Source data:
============================================================

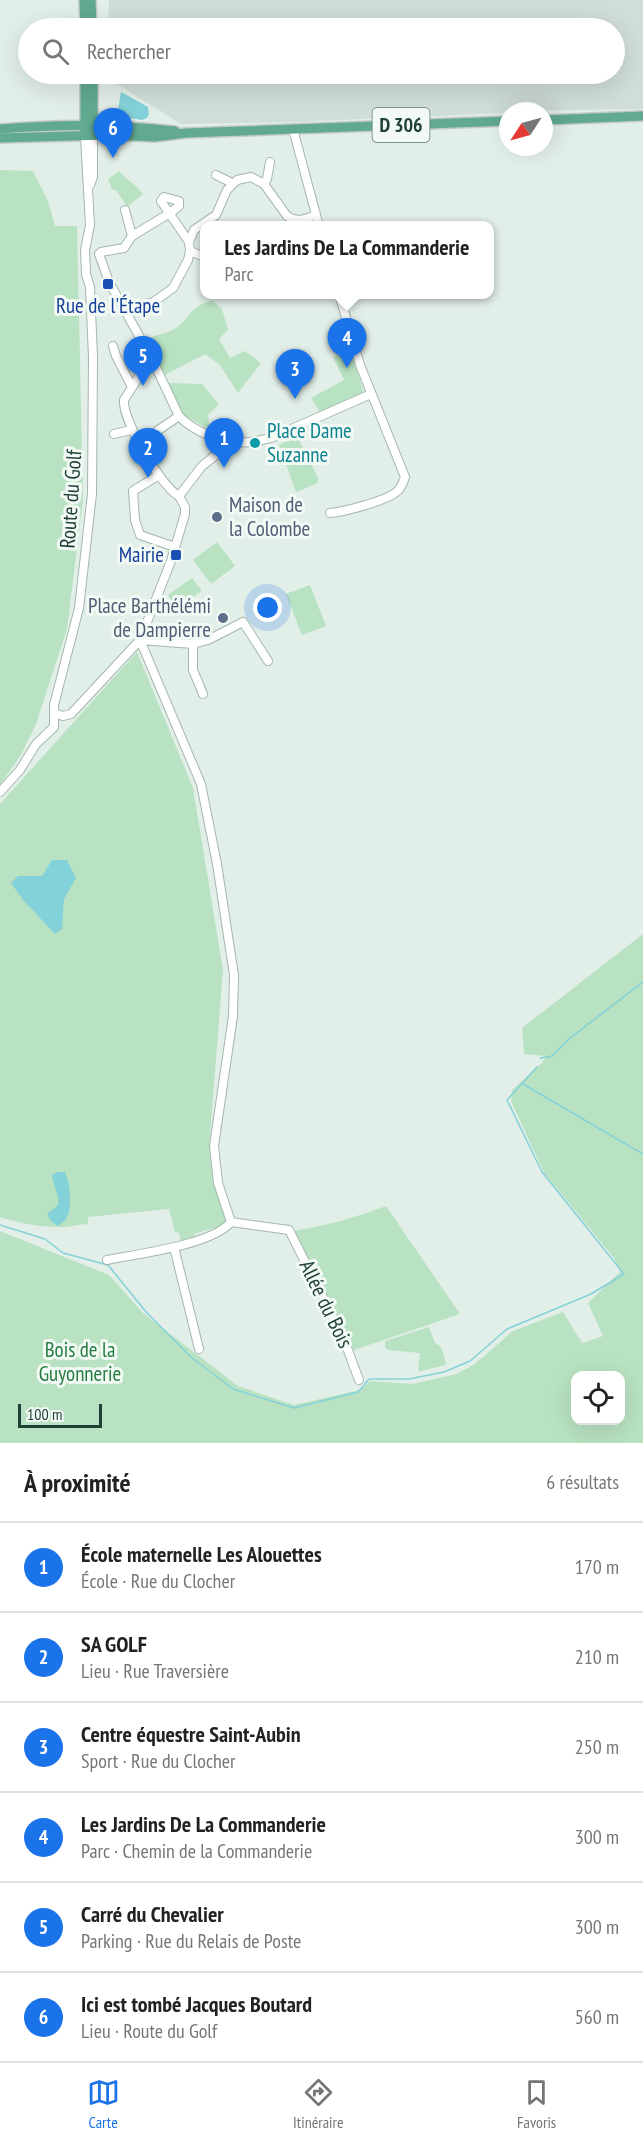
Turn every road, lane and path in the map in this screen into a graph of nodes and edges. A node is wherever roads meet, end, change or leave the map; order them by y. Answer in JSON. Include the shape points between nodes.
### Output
{"nodes":[{"id":1,"x":84,"y":0,"type":"edge"},
{"id":2,"x":91,"y":0,"type":"edge"},
{"id":3,"x":85,"y":18,"type":"edge"},
{"id":4,"x":92,"y":18,"type":"edge"},
{"id":5,"x":86,"y":84,"type":"edge"},
{"id":6,"x":92,"y":84,"type":"edge"},
{"id":7,"x":643,"y":116,"type":"edge"},
{"id":8,"x":553,"y":120,"type":"edge"},
{"id":9,"x":499,"y":121,"type":"edge"},
{"id":10,"x":90,"y":128,"type":"junction"},
{"id":11,"x":0,"y":129,"type":"edge"},
{"id":12,"x":293,"y":129,"type":"junction"},
{"id":13,"x":0,"y":138,"type":"edge"},
{"id":14,"x":270,"y":162,"type":"dead end"},
{"id":15,"x":216,"y":175,"type":"dead end"},
{"id":16,"x":232,"y":183,"type":"junction"},
{"id":17,"x":264,"y":184,"type":"junction"},
{"id":18,"x":125,"y":210,"type":"dead end"},
{"id":19,"x":316,"y":215,"type":"junction"},
{"id":20,"x":207,"y":221,"type":"edge"},
{"id":21,"x":289,"y":221,"type":"edge"},
{"id":22,"x":297,"y":221,"type":"edge"},
{"id":23,"x":318,"y":221,"type":"edge"},
{"id":24,"x":200,"y":226,"type":"edge"},
{"id":25,"x":132,"y":236,"type":"junction"},
{"id":26,"x":189,"y":242,"type":"junction"},
{"id":27,"x":190,"y":251,"type":"junction"},
{"id":28,"x":200,"y":255,"type":"edge"},
{"id":29,"x":86,"y":259,"type":"junction"},
{"id":30,"x":100,"y":261,"type":"junction"},
{"id":31,"x":341,"y":299,"type":"edge"},
{"id":32,"x":124,"y":309,"type":"junction"},
{"id":33,"x":113,"y":346,"type":"dead end"},
{"id":34,"x":152,"y":359,"type":"junction"},
{"id":35,"x":132,"y":387,"type":"junction"},
{"id":36,"x":371,"y":394,"type":"junction"},
{"id":37,"x":179,"y":416,"type":"junction"},
{"id":38,"x":131,"y":430,"type":"junction"},
{"id":39,"x":157,"y":431,"type":"dead end"},
{"id":40,"x":114,"y":434,"type":"dead end"},
{"id":41,"x":231,"y":442,"type":"junction"},
{"id":42,"x":159,"y":475,"type":"junction"},
{"id":43,"x":179,"y":496,"type":"junction"},
{"id":44,"x":330,"y":513,"type":"dead end"},
{"id":45,"x":175,"y":547,"type":"junction"},
{"id":46,"x":140,"y":640,"type":"junction"},
{"id":47,"x":193,"y":644,"type":"junction"},
{"id":48,"x":268,"y":662,"type":"dead end"},
{"id":49,"x":203,"y":694,"type":"dead end"},
{"id":50,"x":54,"y":713,"type":"junction"},
{"id":51,"x":0,"y":792,"type":"edge"},
{"id":52,"x":231,"y":1222,"type":"junction"},
{"id":53,"x":174,"y":1247,"type":"junction"},
{"id":54,"x":107,"y":1260,"type":"dead end"},
{"id":55,"x":199,"y":1349,"type":"dead end"},
{"id":56,"x":359,"y":1380,"type":"dead end"}],
"edges":[{"from":1,"to":3,"type":"main road"},
{"from":2,"to":4,"type":"main road"},
{"from":5,"to":10,"type":"main road"},
{"from":6,"to":10,"type":"main road"},
{"from":7,"to":8,"type":"main road"},
{"from":9,"to":12,"type":"main road","number":"D 306"},
{"from":10,"to":11,"type":"main road","number":"D 306"},
{"from":10,"to":12,"type":"main road","number":"D 306","via":[[186,133]]},
{"from":10,"to":13,"type":"main road","number":"D 306"},
{"from":10,"to":29,"type":"street","name":"Route du Golf","via":[[93,177],[89,187]]},
{"from":12,"to":19,"type":"street"},
{"from":14,"to":17,"type":"street"},
{"from":15,"to":16,"type":"street"},
{"from":16,"to":17,"type":"street","via":[[251,177]]},
{"from":16,"to":20,"type":"street","via":[[216,215]]},
{"from":17,"to":21,"type":"street"},
{"from":18,"to":25,"type":"street"},
{"from":19,"to":22,"type":"street"},
{"from":19,"to":23,"type":"street"},
{"from":24,"to":26,"type":"street"},
{"from":25,"to":26,"type":"street","via":[[171,213]]},
{"from":25,"to":30,"type":"street","via":[[124,248],[100,252]]},
{"from":26,"to":27,"type":"street"},
{"from":27,"to":28,"type":"street"},
{"from":27,"to":32,"type":"street","via":[[180,278],[169,292],[152,303]]},
{"from":29,"to":30,"type":"street"},
{"from":29,"to":50,"type":"street","name":"Route du Golf","via":[[93,331],[92,494],[79,608]]},
{"from":30,"to":32,"type":"street"},
{"from":31,"to":36,"type":"street"},
{"from":32,"to":34,"type":"street"},
{"from":33,"to":35,"type":"street"},
{"from":34,"to":35,"type":"street"},
{"from":34,"to":37,"type":"street"},
{"from":35,"to":38,"type":"street","via":[[124,404]]},
{"from":36,"to":41,"type":"street","via":[[270,438]]},
{"from":36,"to":44,"type":"street","via":[[405,477],[402,486],[394,494]]},
{"from":37,"to":39,"type":"street"},
{"from":37,"to":41,"type":"street","via":[[207,434]]},
{"from":38,"to":40,"type":"street"},
{"from":38,"to":42,"type":"street"},
{"from":41,"to":43,"type":"street","via":[[202,466]]},
{"from":42,"to":43,"type":"street"},
{"from":42,"to":45,"type":"street","via":[[133,491],[135,520],[140,535]]},
{"from":43,"to":45,"type":"street","via":[[185,514]]},
{"from":45,"to":46,"type":"street"},
{"from":46,"to":47,"type":"street"},
{"from":46,"to":50,"type":"street","via":[[71,714]]},
{"from":46,"to":52,"type":"street","via":[[201,784],[217,864],[234,975],[233,1016],[214,1146],[218,1183]]},
{"from":47,"to":48,"type":"street","via":[[243,622]]},
{"from":47,"to":49,"type":"street","via":[[194,670]]},
{"from":50,"to":51,"type":"street","name":"Route du Golf","via":[[54,727]]},
{"from":52,"to":53,"type":"street","via":[[223,1230]]},
{"from":52,"to":56,"type":"street","name":"Allée du Bois","via":[[289,1230],[343,1337]]},
{"from":53,"to":54,"type":"street"},
{"from":53,"to":55,"type":"street"}]}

============================================================

The answer must be a single number: how many lines in the data above contain the string "Route".

## Answer to this task
3